----- EXTRACTED RECORDS

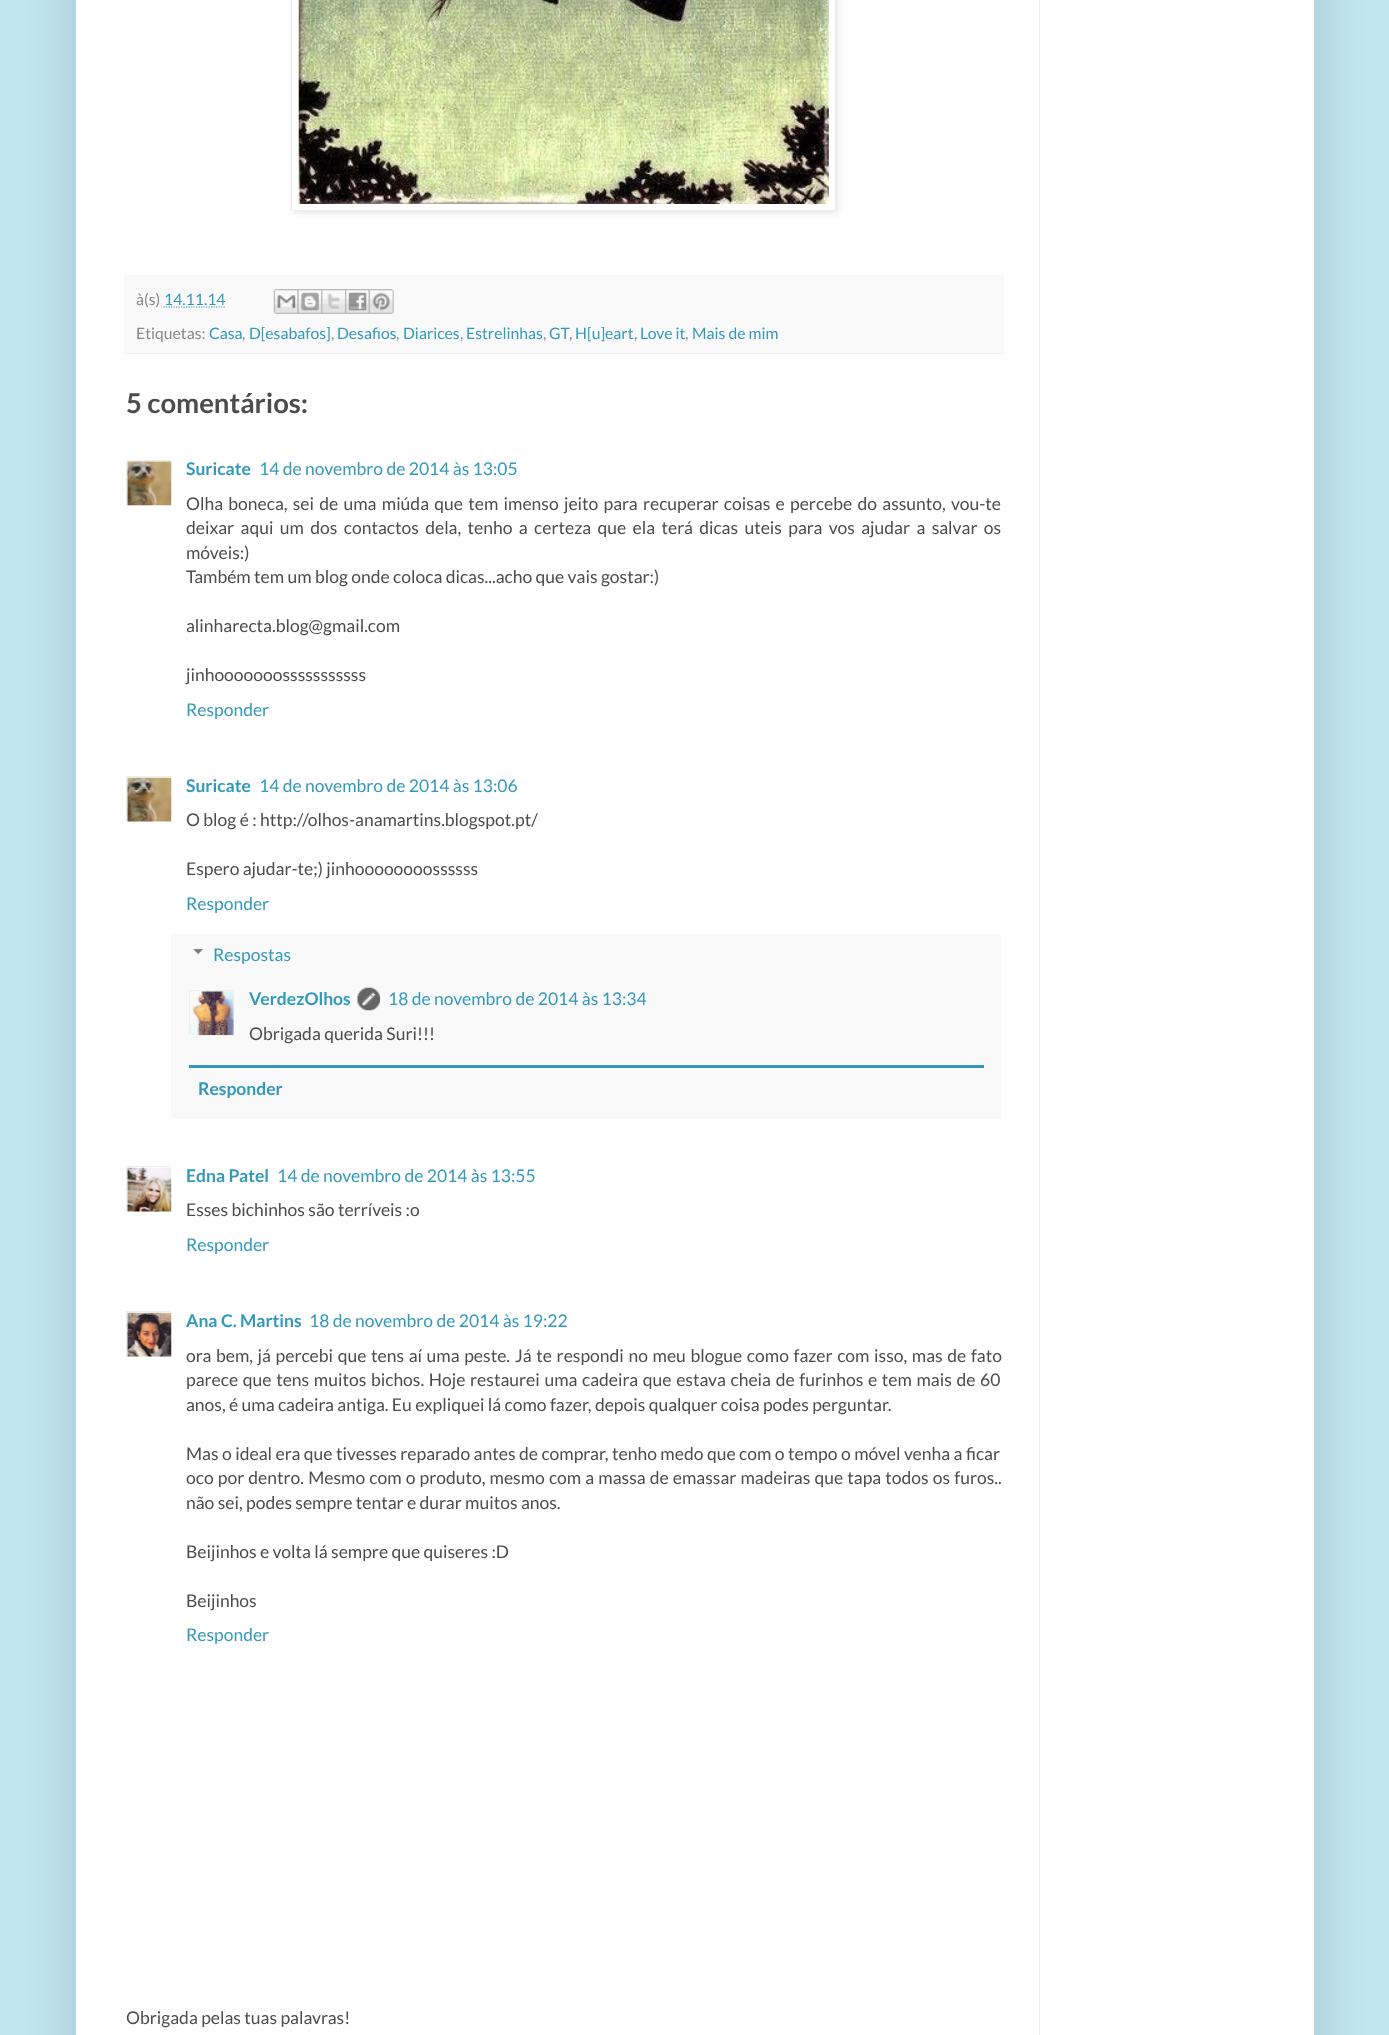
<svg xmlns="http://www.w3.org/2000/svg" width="1389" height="2035">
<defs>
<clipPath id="clip1"><rect x="126" y="460" width="45" height="45"/></clipPath>
<clipPath id="clip2"><rect x="126" y="776" width="45" height="45"/></clipPath>
<clipPath id="clip3"><rect x="189" y="990" width="45" height="45"/></clipPath>
<clipPath id="clip4"><rect x="126" y="1166" width="45" height="45"/></clipPath>
<clipPath id="clip5"><rect x="126" y="1311" width="45" height="45"/></clipPath>
</defs>
<rect width="100%" height="100%" fill="#c1e5f1"/>
<rect x="76" y="-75" width="1238" height="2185" fill="#00000026" filter="blur(25px)"/>
<rect x="76" width="1238" height="2035" fill="#fff"/>
<rect x="293" y="-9" width="545" height="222" fill="#0000001a" filter="blur(3px)"/>
<rect x="291.5" y="-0.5" width="544" height="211" fill="#fff" stroke="#eee"/>
<image x="298" y="0" width="531" height="204" href="media/1.png"/>
<rect x="124" y="275" width="880" height="78" fill="#f9f9f9"/>
<rect x="124" y="353" width="880" height="1" fill="#eee"/>
<text x="136" y="305" style="font-family:Lato;font-size:15.75px;fill:#888">à(s)</text>
<text x="164" y="305" style="font-family:Lato;font-size:15.75px;fill:#39b">14.11.14</text>
<path d="M163.5 307h61.5" fill="none" stroke="#39b" stroke-width="1.2" stroke-dasharray="1.25 1.25"/>
<image x="273" y="289" width="25" height="25" href="media/2.png"/>
<image x="297" y="289" width="25" height="25" href="media/3.png"/>
<image x="321" y="289" width="24" height="25" href="media/4.png"/>
<image x="345" y="289" width="24" height="25" href="media/5.png"/>
<image x="368" y="289" width="26" height="25" href="media/6.png"/>
<text x="136" y="339" style="font-family:Lato;font-size:15.75px;fill:#888">Etiquetas:</text>
<text x="209" y="339" style="font-family:Lato;font-size:15.75px;fill:#39b">Casa</text>
<text x="242" y="339" style="font-family:Lato;font-size:15.75px;fill:#888">,</text>
<text x="249" y="339" style="font-family:Lato;font-size:15.75px;fill:#39b">D[esabafos]</text>
<text x="331" y="339" style="font-family:Lato;font-size:15.75px;fill:#888">,</text>
<text x="337" y="339" style="font-family:Lato;font-size:15.75px;fill:#39b">Desafios</text>
<text x="396" y="339" style="font-family:Lato;font-size:15.75px;fill:#888">,</text>
<text x="403" y="339" style="font-family:Lato;font-size:15.75px;fill:#39b">Diarices</text>
<text x="460" y="339" style="font-family:Lato;font-size:15.75px;fill:#888">,</text>
<text x="466" y="339" style="font-family:Lato;font-size:15.75px;fill:#39b">Estrelinhas</text>
<text x="543" y="339" style="font-family:Lato;font-size:15.75px;fill:#888">,</text>
<text x="549" y="339" style="font-family:Lato;font-size:15.75px;fill:#39b">GT</text>
<text x="569" y="339" style="font-family:Lato;font-size:15.75px;fill:#888">,</text>
<text x="575" y="339" style="font-family:Lato;font-size:15.75px;fill:#39b">H[u]eart</text>
<text x="634" y="339" style="font-family:Lato;font-size:15.75px;fill:#888">,</text>
<text x="640" y="339" style="font-family:Lato;font-size:15.75px;fill:#39b">Love it</text>
<text x="685" y="339" style="font-family:Lato;font-size:15.75px;fill:#888">,</text>
<text x="692" y="339" style="font-family:Lato;font-size:15.75px;fill:#39b">Mais de mim</text>
<text x="126" y="413" style="font-family:Lato;font-size:27.5px;font-weight:bold;fill:#4c4c4c">5 comentários:</text>
<g clip-path="url(#clip1)">
<rect x="126.5" y="460.5" width="47" height="47" fill="none" stroke="#eee"/>
</g>
<image x="127" y="461" width="45" height="45" href="media/7.png"/>
<text x="186" y="475" style="font-family:Lato;font-size:17.5px;font-weight:bold;fill:#39b">Suricate</text>
<text x="259" y="475" style="font-family:Lato;font-size:17.5px;fill:#39b">14 de novembro de 2014 às 13:05</text>
<text x="186" y="510" word-spacing="1.9" style="font-family:Lato;font-size:17.5px;fill:#4c4c4c">Olha boneca, sei de uma miúda que tem imenso jeito para recuperar coisas e percebe do assunto, vou-te</text>
<text x="186" y="534" word-spacing="3" style="font-family:Lato;font-size:17.5px;fill:#4c4c4c">deixar aqui um dos contactos dela, tenho a certeza que ela terá dicas uteis para vos ajudar a salvar os</text>
<text x="186" y="559" style="font-family:Lato;font-size:17.5px;fill:#4c4c4c">móveis:)</text>
<text x="186" y="583" style="font-family:Lato;font-size:17.5px;fill:#4c4c4c">Também tem um blog onde coloca dicas...acho que vais gostar:)</text>
<text x="186" y="632" style="font-family:Lato;font-size:17.5px;fill:#4c4c4c">alinharecta.blog@gmail.com</text>
<text x="186" y="681" style="font-family:Lato;font-size:17.5px;fill:#4c4c4c">jinhooooooosssssssssss</text>
<text x="186" y="716" style="font-family:Lato;font-size:17.5px;fill:#39b">Responder</text>
<g clip-path="url(#clip2)">
<rect x="126.5" y="776.5" width="47" height="47" fill="none" stroke="#eee"/>
</g>
<image x="127" y="777" width="45" height="45" href="media/8.png"/>
<text x="186" y="792" style="font-family:Lato;font-size:17.5px;font-weight:bold;fill:#39b">Suricate</text>
<text x="259" y="792" style="font-family:Lato;font-size:17.5px;fill:#39b">14 de novembro de 2014 às 13:06</text>
<text x="186" y="826" style="font-family:Lato;font-size:17.5px;fill:#4c4c4c">O blog é : http://olhos-anamartins.blogspot.pt/</text>
<text x="186" y="875" style="font-family:Lato;font-size:17.5px;fill:#4c4c4c">Espero ajudar-te;) jinhoooooooossssss</text>
<text x="186" y="910" style="font-family:Lato;font-size:17.5px;fill:#39b">Responder</text>
<rect x="171" y="934" width="830" height="185" fill="#f9f9f9"/>
<image x="193" y="948" width="10" height="7" href="media/9.png"/>
<text x="213" y="961" style="font-family:Lato;font-size:17.5px;fill:#39b">Respostas</text>
<g clip-path="url(#clip3)">
<rect x="189.5" y="990.5" width="45" height="45" fill="none" stroke="#eee"/>
</g>
<image x="190" y="991" width="44" height="45" href="media/10.png"/>
<text x="249" y="1005" style="font-family:Lato;font-size:17.5px;font-weight:bold;fill:#39b">VerdezOlhos</text>
<image x="357" y="987" width="23" height="24" href="media/11.png"/>
<text x="388" y="1005" style="font-family:Lato;font-size:17.5px;fill:#39b">18 de novembro de 2014 às 13:34</text>
<text x="249" y="1040" style="font-family:Lato;font-size:17.5px;fill:#4c4c4c">Obrigada querida Suri!!!</text>
<rect x="189" y="1065" width="795" height="3" fill="#39b"/>
<text x="198" y="1095" style="font-family:Lato;font-size:17.5px;font-weight:bold;fill:#39b">Responder</text>
<g clip-path="url(#clip4)">
<rect x="126.5" y="1166.5" width="47" height="47" fill="none" stroke="#eee"/>
</g>
<image x="127" y="1167" width="45" height="45" href="media/12.png"/>
<text x="186" y="1182" style="font-family:Lato;font-size:17.5px;font-weight:bold;fill:#39b">Edna Patel</text>
<text x="277" y="1182" style="font-family:Lato;font-size:17.5px;fill:#39b">14 de novembro de 2014 às 13:55</text>
<text x="186" y="1216" style="font-family:Lato;font-size:17.5px;fill:#4c4c4c">Esses bichinhos são terríveis :o</text>
<text x="186" y="1251" style="font-family:Lato;font-size:17.5px;fill:#39b">Responder</text>
<g clip-path="url(#clip5)">
<rect x="126.5" y="1311.5" width="47" height="47" fill="none" stroke="#eee"/>
</g>
<image x="127" y="1312" width="45" height="45" href="media/13.png"/>
<text x="186" y="1327" style="font-family:Lato;font-size:17.5px;font-weight:bold;fill:#39b">Ana C. Martins</text>
<text x="309" y="1327" style="font-family:Lato;font-size:17.5px;fill:#39b">18 de novembro de 2014 às 19:22</text>
<text x="186" y="1362" word-spacing="1.25" style="font-family:Lato;font-size:17.5px;fill:#4c4c4c">ora bem, já percebi que tens aí uma peste.</text>
<text x="515" y="1362" word-spacing="1.25" style="font-family:Lato;font-size:17.5px;fill:#4c4c4c">Já te respondi no meu blogue como fazer com isso, mas de fato</text>
<text x="186" y="1386" word-spacing="1.3" style="font-family:Lato;font-size:17.5px;fill:#4c4c4c">parece que tens muitos bichos. Hoje restaurei uma cadeira que estava cheia de furinhos e tem mais de 60</text>
<text x="186" y="1411" style="font-family:Lato;font-size:17.5px;fill:#4c4c4c">anos, é uma cadeira antiga. Eu expliquei lá como fazer, depois qualquer coisa podes perguntar.</text>
<text x="186" y="1460" word-spacing="0.1" style="font-family:Lato;font-size:17.5px;fill:#4c4c4c">Mas o ideal era que tivesses reparado antes de comprar, tenho medo que com o tempo o móvel venha a ficar</text>
<text x="186" y="1484" word-spacing="0.75" style="font-family:Lato;font-size:17.5px;fill:#4c4c4c">oco por dentro. Mesmo com o produto, mesmo com a massa de emassar madeiras que tapa todos os furos..</text>
<text x="186" y="1509" style="font-family:Lato;font-size:17.5px;fill:#4c4c4c">não sei, podes sempre tentar e durar muitos anos.</text>
<text x="186" y="1558" style="font-family:Lato;font-size:17.5px;fill:#4c4c4c">Beijinhos e volta lá sempre que quiseres :D</text>
<text x="186" y="1607" style="font-family:Lato;font-size:17.5px;fill:#4c4c4c">Beijinhos</text>
<text x="186" y="1641" style="font-family:Lato;font-size:17.5px;fill:#39b">Responder</text>
<text x="126" y="2024" style="font-family:Lato;font-size:17.5px;fill:#4c4c4c">Obrigada pelas tuas palavras!</text>
<rect x="1039" width="1" height="2035" fill="#eee"/>
</svg>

----------

## DESCRIPTION OF THE TASK
Lines containing the string "none" are the ones to copy from the entries above.

## TASK RESULT
<path d="M163.5 307h61.5" fill="none" stroke="#39b" stroke-width="1.2" stroke-dasharray="1.25 1.25"/>
<rect x="126.5" y="460.5" width="47" height="47" fill="none" stroke="#eee"/>
<rect x="126.5" y="776.5" width="47" height="47" fill="none" stroke="#eee"/>
<rect x="189.5" y="990.5" width="45" height="45" fill="none" stroke="#eee"/>
<rect x="126.5" y="1166.5" width="47" height="47" fill="none" stroke="#eee"/>
<rect x="126.5" y="1311.5" width="47" height="47" fill="none" stroke="#eee"/>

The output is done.